The children further claim that the court erred in failing to consider counsel’s recommendation that the children be returned to their mother. There is nothing in the record which supports this claim other than the fact that the court did not render judgment for the respondent. The mere fact that the court’s decision does not expressly mention counsel’s recommendations does not permit the inference that the court ignored them. The court is not required to comment in its decision upon every statement made by the parties or their representatives during the course of the trial.
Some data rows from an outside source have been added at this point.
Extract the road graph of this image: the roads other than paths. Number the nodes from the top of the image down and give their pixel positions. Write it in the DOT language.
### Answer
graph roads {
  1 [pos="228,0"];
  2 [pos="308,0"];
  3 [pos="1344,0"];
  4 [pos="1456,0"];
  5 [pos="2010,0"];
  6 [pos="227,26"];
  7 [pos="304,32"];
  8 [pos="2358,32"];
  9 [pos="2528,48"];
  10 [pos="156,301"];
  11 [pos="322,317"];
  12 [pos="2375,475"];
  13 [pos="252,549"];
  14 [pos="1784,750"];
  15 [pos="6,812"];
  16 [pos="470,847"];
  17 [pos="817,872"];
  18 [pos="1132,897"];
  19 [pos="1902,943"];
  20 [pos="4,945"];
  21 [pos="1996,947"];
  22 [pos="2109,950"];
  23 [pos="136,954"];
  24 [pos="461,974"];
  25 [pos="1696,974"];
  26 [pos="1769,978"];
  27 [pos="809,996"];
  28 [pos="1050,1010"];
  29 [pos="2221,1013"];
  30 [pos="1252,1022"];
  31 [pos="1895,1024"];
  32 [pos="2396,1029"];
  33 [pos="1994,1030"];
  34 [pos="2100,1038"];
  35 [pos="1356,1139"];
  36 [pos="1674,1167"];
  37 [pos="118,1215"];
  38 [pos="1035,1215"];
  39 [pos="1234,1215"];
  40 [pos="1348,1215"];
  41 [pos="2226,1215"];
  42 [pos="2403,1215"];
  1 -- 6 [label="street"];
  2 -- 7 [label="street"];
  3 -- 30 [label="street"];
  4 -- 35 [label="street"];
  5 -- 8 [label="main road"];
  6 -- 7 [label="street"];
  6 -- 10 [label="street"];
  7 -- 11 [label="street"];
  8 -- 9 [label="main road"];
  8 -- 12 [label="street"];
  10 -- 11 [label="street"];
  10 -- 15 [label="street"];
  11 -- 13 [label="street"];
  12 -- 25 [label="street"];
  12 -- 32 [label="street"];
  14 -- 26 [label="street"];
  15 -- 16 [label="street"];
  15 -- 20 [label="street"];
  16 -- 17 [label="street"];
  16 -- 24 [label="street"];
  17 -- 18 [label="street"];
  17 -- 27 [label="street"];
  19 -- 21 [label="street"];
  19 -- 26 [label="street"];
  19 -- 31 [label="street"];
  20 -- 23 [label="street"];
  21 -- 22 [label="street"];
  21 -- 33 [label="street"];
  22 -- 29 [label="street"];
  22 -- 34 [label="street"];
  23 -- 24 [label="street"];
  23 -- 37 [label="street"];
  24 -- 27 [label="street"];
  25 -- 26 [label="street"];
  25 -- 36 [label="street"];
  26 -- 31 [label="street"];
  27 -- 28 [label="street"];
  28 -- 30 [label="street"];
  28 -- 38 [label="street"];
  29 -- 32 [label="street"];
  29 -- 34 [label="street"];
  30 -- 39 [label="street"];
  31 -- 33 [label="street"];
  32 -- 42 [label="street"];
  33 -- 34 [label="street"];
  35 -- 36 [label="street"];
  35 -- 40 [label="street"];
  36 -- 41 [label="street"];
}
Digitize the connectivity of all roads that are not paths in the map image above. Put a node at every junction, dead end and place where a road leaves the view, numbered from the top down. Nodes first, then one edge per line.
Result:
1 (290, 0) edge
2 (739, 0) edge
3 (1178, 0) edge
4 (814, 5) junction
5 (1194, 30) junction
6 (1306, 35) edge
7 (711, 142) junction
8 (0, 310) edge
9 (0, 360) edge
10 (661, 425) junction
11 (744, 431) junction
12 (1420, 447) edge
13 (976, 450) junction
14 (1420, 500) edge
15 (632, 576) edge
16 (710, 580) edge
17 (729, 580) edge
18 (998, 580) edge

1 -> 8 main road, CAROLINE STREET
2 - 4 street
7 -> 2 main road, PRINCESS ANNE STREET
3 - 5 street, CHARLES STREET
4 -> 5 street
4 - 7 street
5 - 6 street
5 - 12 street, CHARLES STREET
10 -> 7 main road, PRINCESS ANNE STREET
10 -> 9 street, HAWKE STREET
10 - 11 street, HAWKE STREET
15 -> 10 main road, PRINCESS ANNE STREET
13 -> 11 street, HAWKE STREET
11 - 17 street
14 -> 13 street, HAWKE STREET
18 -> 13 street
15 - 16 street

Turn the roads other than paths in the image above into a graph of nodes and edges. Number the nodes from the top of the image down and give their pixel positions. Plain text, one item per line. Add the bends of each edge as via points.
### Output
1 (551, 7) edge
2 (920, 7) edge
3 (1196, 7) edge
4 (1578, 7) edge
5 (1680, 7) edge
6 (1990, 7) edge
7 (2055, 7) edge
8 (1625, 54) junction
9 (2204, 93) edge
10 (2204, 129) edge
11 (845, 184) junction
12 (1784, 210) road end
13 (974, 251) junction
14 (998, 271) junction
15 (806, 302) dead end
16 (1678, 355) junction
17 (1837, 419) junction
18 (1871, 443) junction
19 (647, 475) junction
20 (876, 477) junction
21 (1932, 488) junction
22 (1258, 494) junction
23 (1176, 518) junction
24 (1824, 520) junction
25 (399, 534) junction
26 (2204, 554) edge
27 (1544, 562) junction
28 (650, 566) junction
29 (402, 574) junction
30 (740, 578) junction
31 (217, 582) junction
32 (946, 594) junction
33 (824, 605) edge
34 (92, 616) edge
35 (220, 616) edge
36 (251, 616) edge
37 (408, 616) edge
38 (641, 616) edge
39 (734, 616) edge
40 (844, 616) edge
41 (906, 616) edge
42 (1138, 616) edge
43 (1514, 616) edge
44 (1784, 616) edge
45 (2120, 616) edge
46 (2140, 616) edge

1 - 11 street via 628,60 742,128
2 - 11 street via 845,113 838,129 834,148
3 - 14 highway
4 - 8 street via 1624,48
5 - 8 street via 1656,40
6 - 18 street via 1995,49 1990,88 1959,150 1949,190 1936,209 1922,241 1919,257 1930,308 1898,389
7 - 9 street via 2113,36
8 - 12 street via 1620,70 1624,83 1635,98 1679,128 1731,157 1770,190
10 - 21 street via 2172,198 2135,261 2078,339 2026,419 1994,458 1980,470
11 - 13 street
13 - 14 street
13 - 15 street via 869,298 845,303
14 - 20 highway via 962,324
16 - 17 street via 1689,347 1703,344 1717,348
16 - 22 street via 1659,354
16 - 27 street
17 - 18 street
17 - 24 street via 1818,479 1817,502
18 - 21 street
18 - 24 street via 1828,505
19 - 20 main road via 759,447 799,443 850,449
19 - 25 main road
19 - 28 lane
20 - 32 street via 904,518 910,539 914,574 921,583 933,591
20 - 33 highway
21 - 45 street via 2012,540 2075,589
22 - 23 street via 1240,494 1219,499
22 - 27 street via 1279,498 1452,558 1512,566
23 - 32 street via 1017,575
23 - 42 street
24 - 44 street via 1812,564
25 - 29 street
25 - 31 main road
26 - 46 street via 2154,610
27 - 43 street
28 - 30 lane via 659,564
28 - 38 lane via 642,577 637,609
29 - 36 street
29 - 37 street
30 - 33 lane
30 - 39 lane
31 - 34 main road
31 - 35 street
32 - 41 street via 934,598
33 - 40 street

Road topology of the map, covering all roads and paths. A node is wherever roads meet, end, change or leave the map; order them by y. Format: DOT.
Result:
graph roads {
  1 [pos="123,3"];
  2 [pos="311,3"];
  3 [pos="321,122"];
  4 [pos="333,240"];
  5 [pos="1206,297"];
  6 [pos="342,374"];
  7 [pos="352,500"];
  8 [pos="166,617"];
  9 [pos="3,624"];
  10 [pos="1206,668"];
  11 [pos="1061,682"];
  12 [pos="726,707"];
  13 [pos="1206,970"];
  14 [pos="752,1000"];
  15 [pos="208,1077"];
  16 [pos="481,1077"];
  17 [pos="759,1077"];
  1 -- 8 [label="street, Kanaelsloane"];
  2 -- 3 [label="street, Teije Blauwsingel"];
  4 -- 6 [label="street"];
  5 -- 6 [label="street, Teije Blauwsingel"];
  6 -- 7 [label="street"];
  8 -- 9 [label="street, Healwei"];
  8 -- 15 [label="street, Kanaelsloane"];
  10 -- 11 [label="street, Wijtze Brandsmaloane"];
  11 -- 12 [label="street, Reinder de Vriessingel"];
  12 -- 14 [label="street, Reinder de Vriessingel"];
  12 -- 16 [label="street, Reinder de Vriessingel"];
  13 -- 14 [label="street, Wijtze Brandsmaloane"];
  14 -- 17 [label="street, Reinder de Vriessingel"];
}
Finally, the children claim that the court erred in concluding that their best interests required that they be committed to the custody of the commissioner of DCYS. We disagree. The court in its opinion clearly set forth the reasons why it felt the children, should not be returned to either parent. The respondent was in therapy and was being helped, but the court felt more time was needed. The father had no plans to take the children. The children were showing a remarkable positive change in their behavior while in foster care. The court could reasonably conclude that the removal from their mother’s custody was in their best interests.

There is error only as to the adjudication of uncared for as to one of the children, that portion of the judgment is set aside. As to the remainder of the judgment, there is no error.

In this opinion Daly and Covello, Js., concurred.

This decision addresses an appeal by the mother and a separate appeal by the children. Both appeals are from the same trial and are therefore considered together.

One of the children was also allegedly uneared for, as that term is defined in General Statutes § 46b-120. The trial court, sua sponte, amended the other petition to include a similar allegation after the hearing.

The children have also raised this claim in their appeal.

Under appropriate circumstances testimony given at the temporary custody hearing could be used, if agreed to by the parties, as part of the testimony in the case in chief without recalling the witnesses.

Part of this claim is that one of the petitions alleged neglect only, and therefore, the court erred in amending this petition after trial to include an allegation of uncared for and, thereafter, so finding. While we believe that the court erred in doing so since the parties did not have an opportunity to defend against this allegation, we conclude that the error was harmless as to the commitment as to that child since a finding of neglect alone is sufficient to commit a child to DCYS; General Statutes § 46b-129 (d); and since the evidence amply supported the finding here that the children were neglected. The ajudication of uncared for as to that child, however, cannot stand.